Guided Bone Regeneration

Treatments

Procedure: Hard tissue augmentation at the buccal aspect of single implants.
Procedure: Soft tissue augmentation at the buccal aspect of single implants.

Study type

Interventional

Funder types

Other

Identifiers

Details and patient eligibility

About

The most frequent aesthetic complication following single implant treatment seems to be a lack of buccal convexity. This 'alveolar process deficiency' is the result of buccal bone remodeling following tooth extraction.
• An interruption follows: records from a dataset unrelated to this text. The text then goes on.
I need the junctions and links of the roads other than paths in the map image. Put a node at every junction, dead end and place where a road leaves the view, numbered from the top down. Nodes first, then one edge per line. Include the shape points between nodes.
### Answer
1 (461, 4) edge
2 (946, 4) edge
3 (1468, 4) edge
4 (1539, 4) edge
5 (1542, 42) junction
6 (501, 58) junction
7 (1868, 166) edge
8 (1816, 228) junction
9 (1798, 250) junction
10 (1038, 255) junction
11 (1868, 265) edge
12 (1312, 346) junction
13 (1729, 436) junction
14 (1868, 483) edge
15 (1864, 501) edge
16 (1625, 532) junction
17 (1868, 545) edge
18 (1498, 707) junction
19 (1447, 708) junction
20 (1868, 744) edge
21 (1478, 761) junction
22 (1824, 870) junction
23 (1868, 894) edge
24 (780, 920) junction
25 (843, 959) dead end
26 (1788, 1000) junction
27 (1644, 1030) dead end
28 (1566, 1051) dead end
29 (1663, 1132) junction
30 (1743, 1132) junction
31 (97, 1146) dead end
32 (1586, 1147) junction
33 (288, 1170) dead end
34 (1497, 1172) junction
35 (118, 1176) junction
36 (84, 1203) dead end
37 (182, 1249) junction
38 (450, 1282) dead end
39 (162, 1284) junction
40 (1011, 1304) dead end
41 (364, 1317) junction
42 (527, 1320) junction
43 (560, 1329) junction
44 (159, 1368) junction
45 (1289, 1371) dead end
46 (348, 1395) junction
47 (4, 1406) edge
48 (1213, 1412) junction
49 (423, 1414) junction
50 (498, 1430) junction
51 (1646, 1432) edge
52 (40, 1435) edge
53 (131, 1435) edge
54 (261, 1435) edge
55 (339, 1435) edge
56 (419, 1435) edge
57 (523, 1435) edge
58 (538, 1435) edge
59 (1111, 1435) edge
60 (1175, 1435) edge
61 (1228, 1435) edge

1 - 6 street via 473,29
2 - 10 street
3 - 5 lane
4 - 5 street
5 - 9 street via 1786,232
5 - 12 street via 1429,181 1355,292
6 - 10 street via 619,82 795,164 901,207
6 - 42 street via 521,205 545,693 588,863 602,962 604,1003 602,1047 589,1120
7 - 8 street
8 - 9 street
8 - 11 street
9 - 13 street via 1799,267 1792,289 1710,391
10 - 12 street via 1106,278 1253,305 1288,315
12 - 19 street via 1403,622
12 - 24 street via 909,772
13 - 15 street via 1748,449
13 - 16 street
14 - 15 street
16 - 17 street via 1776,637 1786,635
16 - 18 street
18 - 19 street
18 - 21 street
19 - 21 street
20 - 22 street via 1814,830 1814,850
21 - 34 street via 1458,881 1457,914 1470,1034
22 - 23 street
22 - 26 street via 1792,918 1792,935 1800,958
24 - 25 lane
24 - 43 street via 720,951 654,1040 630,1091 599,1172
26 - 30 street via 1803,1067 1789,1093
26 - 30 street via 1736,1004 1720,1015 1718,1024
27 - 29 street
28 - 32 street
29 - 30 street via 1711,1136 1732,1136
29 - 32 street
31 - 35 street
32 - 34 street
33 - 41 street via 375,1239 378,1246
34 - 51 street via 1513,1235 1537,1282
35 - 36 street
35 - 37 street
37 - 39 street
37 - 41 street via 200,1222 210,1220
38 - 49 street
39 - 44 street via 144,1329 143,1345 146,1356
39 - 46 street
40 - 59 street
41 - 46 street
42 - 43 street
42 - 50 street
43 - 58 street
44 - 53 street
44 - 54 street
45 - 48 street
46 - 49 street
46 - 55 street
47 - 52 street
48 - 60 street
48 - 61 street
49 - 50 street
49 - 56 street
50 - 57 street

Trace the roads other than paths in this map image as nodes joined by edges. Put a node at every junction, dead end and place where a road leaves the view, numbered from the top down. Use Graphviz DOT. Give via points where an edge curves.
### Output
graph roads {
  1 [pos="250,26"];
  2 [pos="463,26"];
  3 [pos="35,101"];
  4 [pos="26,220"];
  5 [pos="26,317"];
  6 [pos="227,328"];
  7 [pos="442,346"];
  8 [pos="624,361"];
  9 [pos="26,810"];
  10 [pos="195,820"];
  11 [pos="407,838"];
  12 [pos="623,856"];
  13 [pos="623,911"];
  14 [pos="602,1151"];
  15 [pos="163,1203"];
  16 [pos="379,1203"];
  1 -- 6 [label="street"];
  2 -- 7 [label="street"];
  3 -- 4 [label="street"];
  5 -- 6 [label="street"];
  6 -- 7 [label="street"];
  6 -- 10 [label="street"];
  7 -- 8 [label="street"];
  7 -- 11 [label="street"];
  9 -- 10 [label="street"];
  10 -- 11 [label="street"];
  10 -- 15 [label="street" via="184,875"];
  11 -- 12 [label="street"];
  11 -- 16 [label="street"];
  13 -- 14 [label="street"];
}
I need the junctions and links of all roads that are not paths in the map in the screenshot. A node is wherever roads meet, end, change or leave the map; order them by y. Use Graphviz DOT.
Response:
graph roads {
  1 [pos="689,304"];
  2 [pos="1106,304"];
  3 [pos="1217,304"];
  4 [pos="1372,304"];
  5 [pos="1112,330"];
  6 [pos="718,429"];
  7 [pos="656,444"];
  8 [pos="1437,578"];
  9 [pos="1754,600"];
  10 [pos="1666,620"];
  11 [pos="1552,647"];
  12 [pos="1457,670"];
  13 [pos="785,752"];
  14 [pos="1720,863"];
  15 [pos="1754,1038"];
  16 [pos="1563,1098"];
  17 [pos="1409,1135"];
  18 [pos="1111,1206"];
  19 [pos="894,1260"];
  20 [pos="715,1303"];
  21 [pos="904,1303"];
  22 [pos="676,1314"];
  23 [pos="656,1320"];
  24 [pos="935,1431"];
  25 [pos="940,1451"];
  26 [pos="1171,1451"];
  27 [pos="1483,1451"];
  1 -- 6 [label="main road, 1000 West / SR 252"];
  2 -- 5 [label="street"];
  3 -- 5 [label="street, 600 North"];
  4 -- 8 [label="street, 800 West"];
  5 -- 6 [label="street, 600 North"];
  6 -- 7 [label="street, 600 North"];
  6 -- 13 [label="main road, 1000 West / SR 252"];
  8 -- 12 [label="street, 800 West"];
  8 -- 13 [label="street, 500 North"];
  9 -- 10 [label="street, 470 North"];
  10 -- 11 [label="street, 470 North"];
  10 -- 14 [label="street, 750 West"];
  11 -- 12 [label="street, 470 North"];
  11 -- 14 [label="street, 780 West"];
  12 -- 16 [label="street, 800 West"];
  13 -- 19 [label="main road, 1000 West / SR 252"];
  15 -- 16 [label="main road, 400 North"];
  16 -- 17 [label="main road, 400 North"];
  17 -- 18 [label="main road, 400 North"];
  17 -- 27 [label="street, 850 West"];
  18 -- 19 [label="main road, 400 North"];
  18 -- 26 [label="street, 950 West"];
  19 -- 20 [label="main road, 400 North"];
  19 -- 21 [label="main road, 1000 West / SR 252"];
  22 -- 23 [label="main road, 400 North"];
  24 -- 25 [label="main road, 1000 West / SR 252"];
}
A traditional approach to treat alveolar process deficiency is guided bone regeneration (GBR), however post-operative complications such as swelling, bleeding and pain are common and the aesthetic outcome may not be optimal.

An alternative to the traditional GBR approach could be soft tissue contour augmentation using a connective tissue graft (CTG) at the buccal aspect. Possible advantages over GBR include less morbidity at the implant site, a superior aesthetic outcome since there is no need for vertical releasing incisions and less costs since there are no biomaterials to be used.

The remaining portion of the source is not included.